- Opening Delimiter -

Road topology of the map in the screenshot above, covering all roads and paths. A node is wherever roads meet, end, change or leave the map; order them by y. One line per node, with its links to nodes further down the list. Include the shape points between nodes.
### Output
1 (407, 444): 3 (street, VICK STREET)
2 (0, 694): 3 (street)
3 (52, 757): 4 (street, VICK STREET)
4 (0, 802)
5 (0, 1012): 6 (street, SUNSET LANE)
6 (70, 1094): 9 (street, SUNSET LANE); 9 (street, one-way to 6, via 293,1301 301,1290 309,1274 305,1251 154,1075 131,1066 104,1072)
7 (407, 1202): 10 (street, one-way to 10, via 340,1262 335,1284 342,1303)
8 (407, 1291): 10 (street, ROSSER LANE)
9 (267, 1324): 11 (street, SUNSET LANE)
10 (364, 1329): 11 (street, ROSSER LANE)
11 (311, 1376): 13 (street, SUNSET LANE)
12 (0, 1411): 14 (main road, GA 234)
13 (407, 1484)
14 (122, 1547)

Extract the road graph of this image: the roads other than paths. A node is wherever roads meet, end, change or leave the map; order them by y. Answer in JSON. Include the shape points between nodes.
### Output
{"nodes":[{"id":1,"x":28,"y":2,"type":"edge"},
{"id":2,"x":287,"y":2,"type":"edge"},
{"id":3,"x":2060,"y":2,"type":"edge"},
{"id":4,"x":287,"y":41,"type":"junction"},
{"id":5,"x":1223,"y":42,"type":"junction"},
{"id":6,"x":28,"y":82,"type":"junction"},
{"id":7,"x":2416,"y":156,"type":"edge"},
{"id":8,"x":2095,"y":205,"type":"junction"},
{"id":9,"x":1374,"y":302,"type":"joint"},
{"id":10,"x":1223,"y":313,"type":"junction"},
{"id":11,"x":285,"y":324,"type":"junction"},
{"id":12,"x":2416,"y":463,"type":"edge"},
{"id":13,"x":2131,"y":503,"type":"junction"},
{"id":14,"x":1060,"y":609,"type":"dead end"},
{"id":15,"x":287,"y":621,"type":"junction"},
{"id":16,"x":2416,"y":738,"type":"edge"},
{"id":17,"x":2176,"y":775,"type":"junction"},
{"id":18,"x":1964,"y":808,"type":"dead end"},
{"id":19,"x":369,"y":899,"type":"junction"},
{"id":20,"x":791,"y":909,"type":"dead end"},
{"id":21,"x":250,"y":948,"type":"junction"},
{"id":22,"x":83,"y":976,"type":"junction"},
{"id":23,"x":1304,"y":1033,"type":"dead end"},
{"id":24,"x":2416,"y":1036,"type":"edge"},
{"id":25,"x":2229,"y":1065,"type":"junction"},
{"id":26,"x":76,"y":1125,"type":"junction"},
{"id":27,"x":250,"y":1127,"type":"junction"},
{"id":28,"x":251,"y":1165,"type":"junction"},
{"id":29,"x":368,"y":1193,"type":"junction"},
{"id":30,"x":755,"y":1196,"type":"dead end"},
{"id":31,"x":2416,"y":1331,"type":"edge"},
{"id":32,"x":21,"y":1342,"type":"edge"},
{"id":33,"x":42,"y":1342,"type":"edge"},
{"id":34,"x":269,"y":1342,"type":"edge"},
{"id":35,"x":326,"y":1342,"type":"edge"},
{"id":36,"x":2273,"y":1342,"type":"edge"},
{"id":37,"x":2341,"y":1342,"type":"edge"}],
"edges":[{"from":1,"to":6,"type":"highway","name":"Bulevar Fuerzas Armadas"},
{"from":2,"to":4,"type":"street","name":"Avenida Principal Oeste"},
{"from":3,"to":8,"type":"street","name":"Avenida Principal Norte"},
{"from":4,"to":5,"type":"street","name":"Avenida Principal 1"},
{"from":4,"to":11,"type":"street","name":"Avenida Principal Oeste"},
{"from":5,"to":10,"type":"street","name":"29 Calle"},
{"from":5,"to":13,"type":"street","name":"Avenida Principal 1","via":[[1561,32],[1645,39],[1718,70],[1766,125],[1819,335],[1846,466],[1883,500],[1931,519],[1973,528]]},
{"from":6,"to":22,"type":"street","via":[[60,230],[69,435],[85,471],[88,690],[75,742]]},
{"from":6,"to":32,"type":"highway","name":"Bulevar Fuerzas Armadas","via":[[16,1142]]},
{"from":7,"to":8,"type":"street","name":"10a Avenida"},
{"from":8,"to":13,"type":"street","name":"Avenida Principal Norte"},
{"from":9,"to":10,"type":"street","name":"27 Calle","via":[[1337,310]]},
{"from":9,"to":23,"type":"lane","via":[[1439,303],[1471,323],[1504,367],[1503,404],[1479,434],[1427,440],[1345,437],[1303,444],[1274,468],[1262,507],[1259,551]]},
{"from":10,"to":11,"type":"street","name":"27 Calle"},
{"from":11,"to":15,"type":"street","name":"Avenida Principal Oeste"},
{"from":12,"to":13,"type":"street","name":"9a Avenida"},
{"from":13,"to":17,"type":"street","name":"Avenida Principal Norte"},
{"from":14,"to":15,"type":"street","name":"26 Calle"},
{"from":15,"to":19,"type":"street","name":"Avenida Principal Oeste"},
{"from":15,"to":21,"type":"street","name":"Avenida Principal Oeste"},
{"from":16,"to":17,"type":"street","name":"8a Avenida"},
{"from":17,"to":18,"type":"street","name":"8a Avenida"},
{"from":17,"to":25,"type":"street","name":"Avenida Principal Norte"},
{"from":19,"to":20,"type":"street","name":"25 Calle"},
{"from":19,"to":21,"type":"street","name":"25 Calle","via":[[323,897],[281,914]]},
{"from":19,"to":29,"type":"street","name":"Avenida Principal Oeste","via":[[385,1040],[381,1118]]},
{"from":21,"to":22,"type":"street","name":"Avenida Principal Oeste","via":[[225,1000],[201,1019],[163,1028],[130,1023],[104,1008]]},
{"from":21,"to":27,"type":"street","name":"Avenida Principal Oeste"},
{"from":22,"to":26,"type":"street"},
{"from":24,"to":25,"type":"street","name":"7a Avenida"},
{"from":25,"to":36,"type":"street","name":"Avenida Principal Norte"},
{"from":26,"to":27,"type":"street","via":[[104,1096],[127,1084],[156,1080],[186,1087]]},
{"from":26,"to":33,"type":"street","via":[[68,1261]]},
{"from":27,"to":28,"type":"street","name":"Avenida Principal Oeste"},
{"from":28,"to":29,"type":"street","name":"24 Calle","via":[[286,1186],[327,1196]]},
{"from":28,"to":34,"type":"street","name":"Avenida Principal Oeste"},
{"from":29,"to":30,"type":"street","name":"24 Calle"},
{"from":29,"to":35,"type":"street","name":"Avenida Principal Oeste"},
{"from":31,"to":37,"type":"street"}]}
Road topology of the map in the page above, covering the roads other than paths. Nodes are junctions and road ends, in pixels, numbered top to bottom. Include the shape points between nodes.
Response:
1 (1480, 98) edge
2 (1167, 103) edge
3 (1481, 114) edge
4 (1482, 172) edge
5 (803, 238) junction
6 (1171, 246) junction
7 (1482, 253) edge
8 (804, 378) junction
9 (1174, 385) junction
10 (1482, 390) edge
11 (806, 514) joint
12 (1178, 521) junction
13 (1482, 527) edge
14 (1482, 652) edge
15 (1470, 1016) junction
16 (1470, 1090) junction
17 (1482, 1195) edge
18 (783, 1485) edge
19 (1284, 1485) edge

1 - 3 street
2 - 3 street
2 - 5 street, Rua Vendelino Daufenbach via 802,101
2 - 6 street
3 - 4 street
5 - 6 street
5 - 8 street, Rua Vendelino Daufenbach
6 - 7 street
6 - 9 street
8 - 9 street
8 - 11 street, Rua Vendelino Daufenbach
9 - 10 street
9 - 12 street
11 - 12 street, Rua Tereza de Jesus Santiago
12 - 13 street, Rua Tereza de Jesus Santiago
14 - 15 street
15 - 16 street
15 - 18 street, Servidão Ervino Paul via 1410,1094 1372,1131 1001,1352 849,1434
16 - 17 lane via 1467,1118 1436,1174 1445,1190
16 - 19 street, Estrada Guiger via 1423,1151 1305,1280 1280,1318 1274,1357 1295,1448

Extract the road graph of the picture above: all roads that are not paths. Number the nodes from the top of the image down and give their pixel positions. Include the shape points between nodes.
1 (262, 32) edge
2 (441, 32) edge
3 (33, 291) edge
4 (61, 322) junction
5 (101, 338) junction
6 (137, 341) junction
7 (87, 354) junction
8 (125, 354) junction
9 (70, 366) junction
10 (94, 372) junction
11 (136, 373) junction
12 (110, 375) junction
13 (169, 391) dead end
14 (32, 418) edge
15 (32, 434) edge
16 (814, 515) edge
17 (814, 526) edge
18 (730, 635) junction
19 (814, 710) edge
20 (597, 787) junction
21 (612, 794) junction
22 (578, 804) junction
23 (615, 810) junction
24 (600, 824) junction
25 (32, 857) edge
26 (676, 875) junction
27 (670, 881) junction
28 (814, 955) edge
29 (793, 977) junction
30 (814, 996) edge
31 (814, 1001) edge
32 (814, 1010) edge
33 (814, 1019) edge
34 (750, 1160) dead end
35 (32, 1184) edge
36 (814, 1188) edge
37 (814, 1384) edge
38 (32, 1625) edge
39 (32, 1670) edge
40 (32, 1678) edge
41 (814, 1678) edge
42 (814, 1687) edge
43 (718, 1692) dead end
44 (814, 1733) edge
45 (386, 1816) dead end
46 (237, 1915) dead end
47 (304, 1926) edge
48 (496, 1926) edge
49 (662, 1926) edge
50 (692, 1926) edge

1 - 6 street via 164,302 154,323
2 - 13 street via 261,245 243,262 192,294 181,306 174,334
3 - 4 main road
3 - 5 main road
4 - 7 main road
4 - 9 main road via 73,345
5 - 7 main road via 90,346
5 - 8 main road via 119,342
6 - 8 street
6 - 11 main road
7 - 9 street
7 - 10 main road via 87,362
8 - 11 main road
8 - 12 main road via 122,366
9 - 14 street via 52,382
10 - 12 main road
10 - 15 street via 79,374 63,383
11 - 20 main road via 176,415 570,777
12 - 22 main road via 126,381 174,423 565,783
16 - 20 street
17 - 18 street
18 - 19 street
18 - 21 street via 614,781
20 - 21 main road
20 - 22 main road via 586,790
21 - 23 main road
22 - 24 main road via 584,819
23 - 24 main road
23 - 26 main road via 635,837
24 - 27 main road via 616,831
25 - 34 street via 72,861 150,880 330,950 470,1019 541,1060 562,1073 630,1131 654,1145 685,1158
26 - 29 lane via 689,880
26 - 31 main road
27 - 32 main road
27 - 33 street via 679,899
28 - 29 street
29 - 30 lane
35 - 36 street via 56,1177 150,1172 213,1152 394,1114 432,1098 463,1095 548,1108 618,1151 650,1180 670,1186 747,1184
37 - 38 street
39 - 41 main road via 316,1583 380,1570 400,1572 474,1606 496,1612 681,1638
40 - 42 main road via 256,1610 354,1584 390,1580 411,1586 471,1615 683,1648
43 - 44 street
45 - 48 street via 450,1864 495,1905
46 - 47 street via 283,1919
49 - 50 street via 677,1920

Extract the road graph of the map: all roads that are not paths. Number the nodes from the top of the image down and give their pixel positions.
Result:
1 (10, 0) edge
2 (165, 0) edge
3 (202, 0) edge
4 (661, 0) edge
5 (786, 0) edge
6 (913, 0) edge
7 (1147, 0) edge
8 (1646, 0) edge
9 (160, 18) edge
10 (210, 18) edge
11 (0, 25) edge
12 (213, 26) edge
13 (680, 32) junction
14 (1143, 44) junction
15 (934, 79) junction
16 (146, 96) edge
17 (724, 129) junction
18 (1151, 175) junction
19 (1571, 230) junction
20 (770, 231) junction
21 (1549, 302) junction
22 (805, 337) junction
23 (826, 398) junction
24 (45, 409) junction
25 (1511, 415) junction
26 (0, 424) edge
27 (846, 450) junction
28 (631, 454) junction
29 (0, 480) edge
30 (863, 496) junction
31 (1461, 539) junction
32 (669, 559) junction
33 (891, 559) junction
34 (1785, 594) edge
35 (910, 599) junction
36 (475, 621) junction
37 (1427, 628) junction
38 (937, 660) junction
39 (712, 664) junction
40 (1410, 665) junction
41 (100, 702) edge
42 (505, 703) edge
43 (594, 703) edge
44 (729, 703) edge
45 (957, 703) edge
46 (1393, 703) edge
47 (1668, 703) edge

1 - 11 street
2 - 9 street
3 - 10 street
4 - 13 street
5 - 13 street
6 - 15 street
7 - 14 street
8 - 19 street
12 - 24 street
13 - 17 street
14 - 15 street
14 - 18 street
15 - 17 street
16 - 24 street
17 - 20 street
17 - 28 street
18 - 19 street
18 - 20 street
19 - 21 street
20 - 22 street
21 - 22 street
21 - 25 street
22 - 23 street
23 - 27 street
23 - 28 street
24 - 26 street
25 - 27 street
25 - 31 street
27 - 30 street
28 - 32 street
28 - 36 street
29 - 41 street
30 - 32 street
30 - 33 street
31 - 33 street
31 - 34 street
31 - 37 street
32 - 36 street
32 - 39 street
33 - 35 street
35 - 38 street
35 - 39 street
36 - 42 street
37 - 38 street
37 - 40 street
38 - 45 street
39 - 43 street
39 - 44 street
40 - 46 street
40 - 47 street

- Closing Delimiter -

Return one number, the count of lines in the records holding the word "leave".

**Result for this exercise:** 2